Avanzaron cruzando la ciudad en dirección sur durante unos quince minutos más sin volver a la autopista A57 que la había llevado hasta Chorweiler. Viktor hizo dos paradas para recoger paquetes, ambas en zonas deprimidas. Después de la segunda, Maria se empezó a agobiar cuando se encontró inmediatamente detrás de Viktor, puesto que los dos coches intermedios habían girado en distintos cruces. Se distanció todo lo que pudo, pero siempre que se detenían en semáforos se encontraba pegada detrás del Chrysler. Si el tipo miraba por el retrovisor podría verle la cara con claridad. Se bajó un poco más la gorra, hasta las cejas. Maria ya no tenía idea de dónde estaba, pero intentó anotar mentalmente los cruces de carretera por los que había pasado. Seguían dentro de los confines de la ciudad, pero la arquitectura había cambiado de residencial a industrial y empezó a preocuparle el hecho de que había muchos menos coches en la carretera, lo cual hacía su persecución mucho más evidente. Al cabo de un rato pasaron por debajo de la autopista y se metieron en otra zona residencial, anunciada por una señal amarilla de Stadtteil como Ossendorf. Anotó el nombre de la vía por la cual pasaban, Kanalstrasse, y siguió a Viktor cuando se metió en una calle de bloques de apartamentos de cuatro plantas. Ahora el suyo y el de Viktor eran los únicos coches que pasaban por allí. Maria decidió alejarse en vez de arriesgarse a que Víkctor la identificara como persecutora. Giró por la siguiente calle a la izquierda, dio la vuelta sobre sí misma para quedarse de cara a la carretera que acababa de dejar y aparcó en el bordillo.
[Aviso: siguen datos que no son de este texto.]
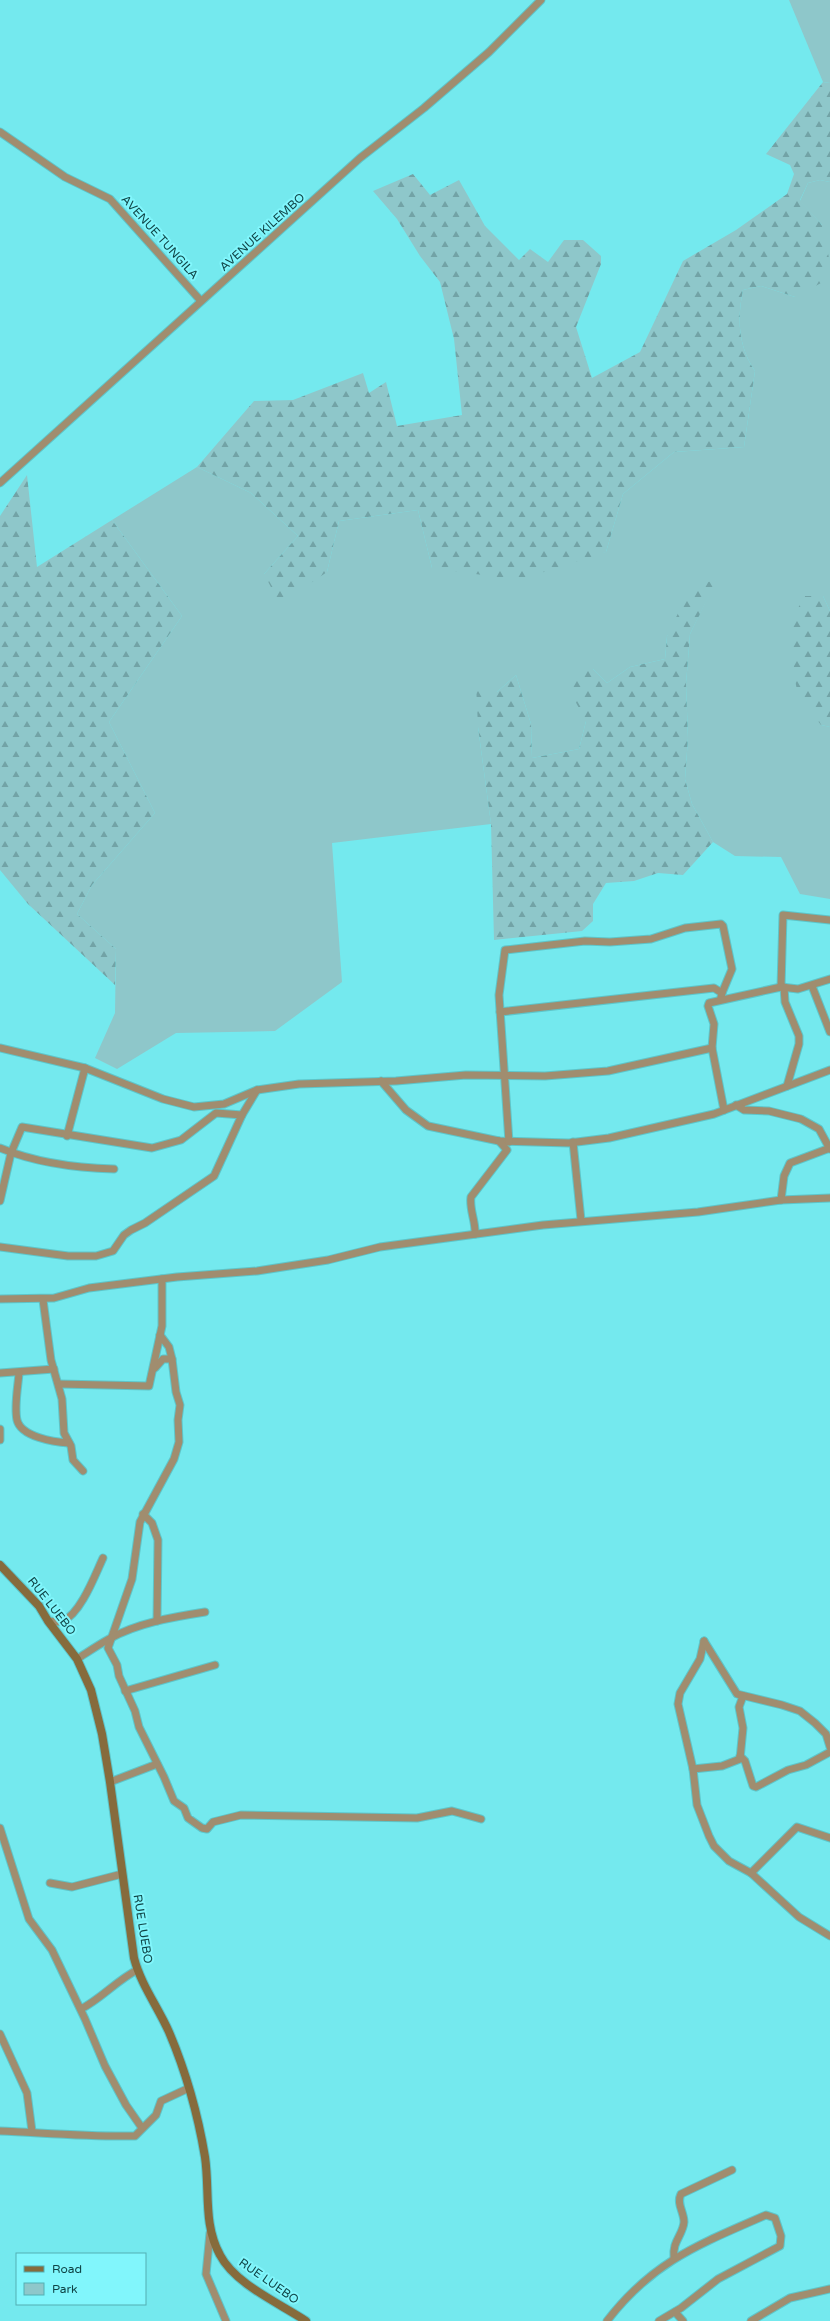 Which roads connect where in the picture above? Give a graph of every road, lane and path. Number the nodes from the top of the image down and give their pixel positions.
1 (541, 0) edge
2 (0, 132) edge
3 (201, 300) junction
4 (0, 483) edge
5 (830, 920) edge
6 (830, 979) edge
7 (812, 986) junction
8 (782, 987) junction
9 (721, 996) junction
10 (500, 1012) junction
11 (830, 1032) edge
12 (0, 1048) edge
13 (712, 1048) junction
14 (85, 1068) junction
15 (830, 1070) edge
16 (504, 1075) junction
17 (381, 1080) junction
18 (787, 1086) junction
19 (257, 1090) junction
20 (736, 1105) junction
21 (724, 1110) junction
22 (242, 1114) junction
23 (67, 1136) junction
24 (499, 1141) junction
25 (509, 1142) junction
26 (573, 1142) junction
27 (0, 1148) edge
28 (830, 1148) edge
29 (12, 1153) junction
30 (114, 1169) dead end
31 (830, 1198) edge
32 (781, 1200) junction
33 (0, 1201) edge
34 (581, 1220) junction
35 (475, 1234) junction
36 (0, 1247) edge
37 (162, 1280) junction
38 (0, 1300) edge
39 (43, 1300) junction
40 (160, 1335) junction
41 (172, 1359) junction
42 (154, 1369) junction
43 (54, 1370) junction
44 (0, 1373) edge
45 (19, 1373) junction
46 (59, 1384) junction
47 (0, 1429) edge
48 (0, 1440) edge
49 (69, 1443) junction
50 (83, 1471) dead end
51 (143, 1514) junction
52 (103, 1558) dead end
53 (0, 1565) edge
54 (205, 1612) dead end
55 (48, 1621) junction
56 (157, 1621) junction
57 (110, 1638) junction
58 (77, 1659) junction
59 (215, 1665) dead end
60 (125, 1691) junction
61 (742, 1696) junction
62 (830, 1747) edge
63 (830, 1752) edge
64 (740, 1756) junction
65 (157, 1764) junction
66 (694, 1769) junction
67 (110, 1782) junction
68 (481, 1819) dead end
69 (0, 1828) edge
70 (830, 1838) edge
71 (751, 1873) junction
72 (122, 1874) junction
73 (50, 1883) dead end
74 (830, 1936) edge
75 (137, 1970) junction
76 (81, 2009) junction
77 (0, 2034) edge
78 (189, 2088) junction
79 (142, 2128) junction
80 (0, 2131) edge
81 (32, 2131) junction
82 (732, 2170) dead end
83 (210, 2233) junction
84 (674, 2258) junction
85 (830, 2289) edge
86 (675, 2312) junction
87 (226, 2321) edge
88 (306, 2321) edge
89 (607, 2321) edge
90 (658, 2321) edge
91 (683, 2321) edge
92 (751, 2321) edge

1 - 3 street, AVENUE KILEMBO
2 - 3 street, AVENUE TUNGILA
3 - 4 street, AVENUE KILEMBO
5 - 8 street
6 - 7 street
7 - 8 street
7 - 11 street
8 - 9 street
8 - 18 street
9 - 10 street
9 - 10 street
9 - 13 street
10 - 16 street
12 - 14 street
13 - 16 street
13 - 21 street
14 - 19 street
14 - 23 street
15 - 18 street
16 - 17 street
16 - 25 street
17 - 19 street
17 - 24 street
18 - 20 street
19 - 22 street
20 - 21 street
20 - 28 street
21 - 26 street
22 - 23 street
22 - 36 street
23 - 29 street
24 - 25 street
24 - 35 street
25 - 26 street
26 - 34 street
27 - 29 street
28 - 32 street
29 - 30 street
29 - 33 street
31 - 32 street
32 - 34 street
34 - 35 street
35 - 37 street
37 - 39 street
37 - 40 street
38 - 39 street
39 - 43 street
40 - 41 street
40 - 42 street
41 - 42 street
41 - 51 street
42 - 46 street
43 - 45 street
43 - 46 street
44 - 45 street
45 - 49 street
46 - 49 street
47 - 48 street
49 - 50 street
51 - 56 street
51 - 57 street
52 - 55 street
53 - 55 street, RUE LUEBO
54 - 56 street
55 - 58 street, RUE LUEBO
56 - 57 street
57 - 58 street
57 - 60 street
58 - 67 street, RUE LUEBO
59 - 60 street
60 - 65 street
61 - 62 street
61 - 64 street
61 - 66 street
63 - 64 street
64 - 66 street
65 - 67 street
65 - 68 street
66 - 71 street
67 - 72 street, RUE LUEBO
69 - 76 street
70 - 71 street
71 - 74 street
72 - 73 street
72 - 75 street, RUE LUEBO
75 - 76 street
75 - 78 street, RUE LUEBO
76 - 79 street
77 - 81 street
78 - 79 street
78 - 83 street, RUE LUEBO
79 - 81 street
80 - 81 street
82 - 84 street
83 - 87 street
83 - 88 street, RUE LUEBO
84 - 86 street
84 - 89 street
85 - 92 street
86 - 90 street
86 - 91 street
Masculló unos cuantos tacos. Sacó el plano de Colonia de la guantera y buscó Ossendorf. Su instinto no le había fallado. Era una zona residencial y no un atajo a cualquier otro lugar. O Viktor vivía aquí, o estaba haciendo otra recogida. Esperaría media hora. Si era otra recogida, probablemente saldría de allí antes de haber pasado ese tiempo, y lo más probable era que lo hiciera por el mismo camino por el que había llegado. Y si no era ninguna de las dos posibilidades, vigilaría el apartamento de Slavko cada día y volvería a seguirle el rastro.

Tenía hambre. No había comido nada desde su escueto desayuno de café y tostada. Además, con el motor apagado no podía encender la calefacción. Sentía el frío por todo su cuerpo tan poco carnoso, esa vieja sensación. El frío la aterrorizaba. Miró el reloj: las 15.15. El cielo ya empezaba a oscurecer con algo más que nubes. Si se hacía más oscuro tendría serios problemas para localizar el coche de Viktor. Recordó su sorpresa al ver que lo tenía detrás en el semáforo. ¿Y si no había sido casual? ¿Y si la había estado controlando desde el principio? Temores irracionales de todo tipo empezaban a carcomerla por dentro. De pronto tuvo una idea y se dio la vuelta para asegurarse de que el coche de Viktor no estaba detenido detrás de ella como una gran amenaza a la americana. No estaba. Se volvió de nuevo hacia delante. «Tranquilízate —se dijo—. Por Dios, controla la situación».

Fue entonces cuando vio el atípicamente largo perfil del Chrysler de Viktor deslizándose al fondo de la calle. Había acertado: era una recogida y volvía sobre sus pasos. Encendió los faros del coche, puso el motor en marcha y se dispuso a seguirlo.